Un medico per il PD
(pubblicato su “il Riformista” del 10/07/2009)
Caro direttore,
ho appreso con grande favore la discesa in campo di Ignazio Marino per la guida del Pd. Innanzitutto perché, di fronte all’ostinazione di chi non ha avuto finora il pudore di fare un passo indietro dopo un quindicennio di brancolamenti e di sconfitte, era necessaria la tempra di chi avesse il coraggio per fare due passi in avanti. Con il suo gesto, dunque, Marino si è presentato nel segno vero e proprio del coraggio. Una virtù che, oltre a caratterizzare la forma dell’operato di Marino, mi è sembrata da sempre intessere la sua capacità sostanziale di dire i sì con i sì e i no con i no rispetto alle questioni più urgenti dell’agenda politica italiana. Nel partito delle equidistanze-lontananze e dei «ma anche» una dote rara. Si conosce molto bene la chiarezza della battaglia di Marino sulla questione del testamento biologico ma è bene sottolineare come egli sia un uomo della chiarezza e dell’azione soprattutto per la proposta netta di dotare il Pd dello strumento del voto a maggioranza. In questo senso, lessi, in un’intervista a Marino, una risposta quasi ovvia che, nei bizantinismi dei movimenti paralitici del Pd, mi sembra tuttora solo nelle riflessioni del medico pensare per il grande malato: sulle questioni si discuta e poi si prendano delle decisioni a maggioranza; e chi è in minoranza si rimetta pacatamente e serenamente a tali decisioni. Quale altro è, del resto, il criterio per distinguere la genuinità del progetto di un partito che ha voluto prendere per sé il nome di democratico?
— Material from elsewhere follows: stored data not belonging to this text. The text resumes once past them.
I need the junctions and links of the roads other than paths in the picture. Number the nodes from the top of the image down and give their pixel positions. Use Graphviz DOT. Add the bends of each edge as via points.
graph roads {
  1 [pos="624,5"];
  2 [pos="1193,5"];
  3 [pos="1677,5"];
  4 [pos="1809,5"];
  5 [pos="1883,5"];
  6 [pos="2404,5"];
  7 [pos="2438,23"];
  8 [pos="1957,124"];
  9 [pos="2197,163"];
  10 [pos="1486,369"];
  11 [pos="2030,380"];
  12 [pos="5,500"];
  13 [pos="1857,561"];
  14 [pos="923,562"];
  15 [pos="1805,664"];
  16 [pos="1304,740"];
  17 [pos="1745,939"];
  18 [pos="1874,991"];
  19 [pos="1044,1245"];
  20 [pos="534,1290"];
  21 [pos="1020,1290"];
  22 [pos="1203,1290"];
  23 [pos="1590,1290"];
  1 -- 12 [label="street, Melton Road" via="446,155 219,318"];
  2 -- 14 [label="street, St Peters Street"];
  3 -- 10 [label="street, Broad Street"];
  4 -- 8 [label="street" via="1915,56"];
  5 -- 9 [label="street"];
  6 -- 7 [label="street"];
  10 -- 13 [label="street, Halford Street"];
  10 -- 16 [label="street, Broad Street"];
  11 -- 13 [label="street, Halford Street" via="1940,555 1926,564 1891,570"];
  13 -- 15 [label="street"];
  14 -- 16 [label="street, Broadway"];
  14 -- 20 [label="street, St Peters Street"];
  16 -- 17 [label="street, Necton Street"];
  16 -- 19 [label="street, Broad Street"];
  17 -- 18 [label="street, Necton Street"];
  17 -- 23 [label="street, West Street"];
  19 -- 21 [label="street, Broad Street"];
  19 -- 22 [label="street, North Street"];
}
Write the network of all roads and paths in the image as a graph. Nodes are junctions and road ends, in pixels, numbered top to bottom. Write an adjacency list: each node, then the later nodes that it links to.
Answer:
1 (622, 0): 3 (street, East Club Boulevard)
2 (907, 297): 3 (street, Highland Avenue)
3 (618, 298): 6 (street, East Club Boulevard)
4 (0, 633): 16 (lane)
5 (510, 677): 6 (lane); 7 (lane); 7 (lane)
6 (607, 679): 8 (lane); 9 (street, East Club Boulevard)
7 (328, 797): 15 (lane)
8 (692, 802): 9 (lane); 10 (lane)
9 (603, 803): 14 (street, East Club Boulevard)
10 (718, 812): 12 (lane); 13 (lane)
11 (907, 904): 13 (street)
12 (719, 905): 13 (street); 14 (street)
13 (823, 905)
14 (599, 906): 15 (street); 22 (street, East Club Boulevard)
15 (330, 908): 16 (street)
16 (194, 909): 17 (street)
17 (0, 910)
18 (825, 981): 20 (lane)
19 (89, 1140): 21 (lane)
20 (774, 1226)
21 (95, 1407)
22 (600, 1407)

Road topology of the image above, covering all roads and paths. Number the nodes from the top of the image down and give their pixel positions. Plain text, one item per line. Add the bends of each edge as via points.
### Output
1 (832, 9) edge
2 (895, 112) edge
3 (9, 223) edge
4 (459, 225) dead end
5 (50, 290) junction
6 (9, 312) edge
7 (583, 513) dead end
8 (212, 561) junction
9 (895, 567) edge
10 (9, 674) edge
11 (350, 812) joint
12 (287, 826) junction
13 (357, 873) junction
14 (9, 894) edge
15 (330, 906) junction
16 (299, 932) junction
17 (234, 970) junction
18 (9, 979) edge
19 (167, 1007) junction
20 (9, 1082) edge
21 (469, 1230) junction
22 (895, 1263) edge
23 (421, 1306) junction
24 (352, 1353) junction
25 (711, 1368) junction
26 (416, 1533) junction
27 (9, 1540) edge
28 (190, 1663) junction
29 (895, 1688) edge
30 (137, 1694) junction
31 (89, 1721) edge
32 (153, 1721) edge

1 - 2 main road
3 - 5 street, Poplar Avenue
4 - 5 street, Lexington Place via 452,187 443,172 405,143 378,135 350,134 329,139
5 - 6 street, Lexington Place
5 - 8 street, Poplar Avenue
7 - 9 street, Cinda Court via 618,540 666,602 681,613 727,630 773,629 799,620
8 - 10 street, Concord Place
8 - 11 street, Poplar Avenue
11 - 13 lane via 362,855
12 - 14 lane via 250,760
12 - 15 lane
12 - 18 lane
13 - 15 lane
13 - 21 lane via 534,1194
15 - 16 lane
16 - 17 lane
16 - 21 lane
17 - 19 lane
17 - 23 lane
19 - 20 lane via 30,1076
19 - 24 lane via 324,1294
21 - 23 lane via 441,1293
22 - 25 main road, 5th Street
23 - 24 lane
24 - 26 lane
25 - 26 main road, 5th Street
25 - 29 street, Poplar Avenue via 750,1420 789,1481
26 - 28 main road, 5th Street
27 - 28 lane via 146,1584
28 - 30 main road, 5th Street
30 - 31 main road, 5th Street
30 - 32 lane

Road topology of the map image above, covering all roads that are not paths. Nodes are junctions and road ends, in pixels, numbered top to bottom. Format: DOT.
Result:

Non andrò oltre nell’elencare i motivi che mi spingono a vedere del buono nella discesa in campo di Marino ma è certo che i riflussi positivi dell’Atlantico non arrivano, per la politica italiana, attraverso le quintalate di polvere di stelle degli studios hollywoodiani quanto piuttosto dalla cultura del merito, dell’efficienza e della ricerca delle cliniche di Pittsburg.